• Netflix has an all-cash, board-approved $27.75/share deal for Warner Bros.; shareholders will vote soon.
  • Paramount Skydance, backed by Larry and David Ellison, has not ruled out upping its offer.
  • Regulatory reviews in the US and Europe could still alter or block the Netflix transaction.
  • Even if Netflix wins the vote, divestitures or concessions remain possible.

Netflix’s all-cash offer leads, but fight isn’t finished

Netflix reached an agreement to buy Warner Bros. Discovery’s studio and streaming business for $27.75 a share in an all-cash deal that Warner Bros.′ board has unanimously approved. A shareholder vote is expected in the coming months, and unless investors reject the proposal — a long shot — Netflix is the current winner.

Paramount’s counterplay: more cash or regulatory risks

Paramount Skydance, led by David Ellison and backed by billionaire Larry Ellison, has pursued a competing bid and generated significant noise around the sale. Paramount has not increased its offer yet, but executives say their current proposal isn’t final. The most straightforward way for Paramount to reclaim momentum would be to raise its bid.

Alternatively, Paramount could lean on regulatory scrutiny. Politicians and antitrust officials in the US and Europe have already flagged competition concerns about Netflix owning Warner Bros. studios and HBO. Paramount may try to persuade shareholders to vote against the Netflix deal by arguing regulators will force heavy divestitures or block the merger entirely.

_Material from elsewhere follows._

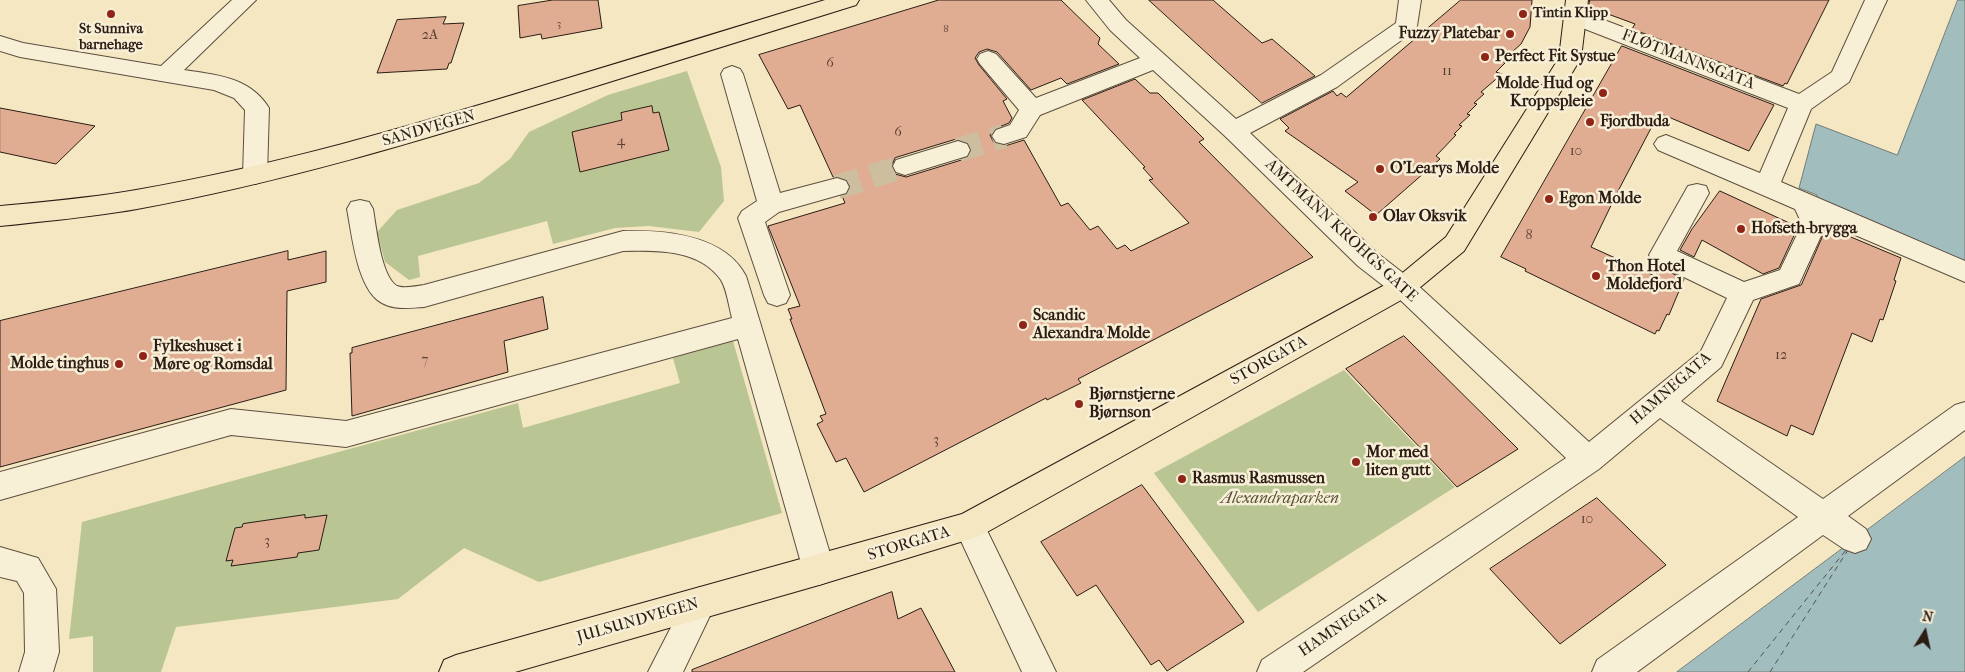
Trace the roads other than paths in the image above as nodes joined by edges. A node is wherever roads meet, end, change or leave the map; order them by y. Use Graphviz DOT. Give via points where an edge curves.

Why Larry and David Ellison are motivated

David Ellison bought Paramount knowing the company needed scale. Warner Bros. would instantly provide that scale: a deep content library, studios, and HBO’s streaming muscle. Larry Ellison’s backing gives Paramount financial heft far beyond its market cap, turning a $13 billion company into a credible challenger against a $364 billion Netflix.

Legal maneuvering and shareholder tactics

Paramount filed a narrow lawsuit seeking more detail on Warner Bros. valuations, especially around cable networks, to bolster its case that its offer is superior. Warner Bros. responded with additional disclosures. Legal experts call the suit low-stakes; winning it wouldn’t automatically hand Warner Bros. to Paramount.

Paramount has also threatened to nominate directors to the Warner Bros. board, but timing makes that approach difficult: the shareholder meeting to elect directors likely comes after the vote on Netflix’s offer.

What’s at stake for Hollywood and streaming

Who owns Warner Bros. matters. The studio and HBO shaped decades of film and TV culture. If regulators impose divestitures, Netflix might have to sell assets in select territories — possibly HBO in some markets — but global divestiture of the library appears unlikely.

Industry consequences extend to theatrical windows, videogames and labor. Netflix has promised a 45-day theatrical window for big releases, at least initially, and Warner Bros.′ gaming arm and guild negotiations all face uncertainty while the sale is unresolved.

Bottom line

Netflix’s board-approved, all-cash deal currently leads, but the presence of Larry Ellison’s capital and pending regulatory reviews mean this chapter could still change. Paramount can still raise its offer or press antitrust arguments — and shareholders and regulators hold the final cards.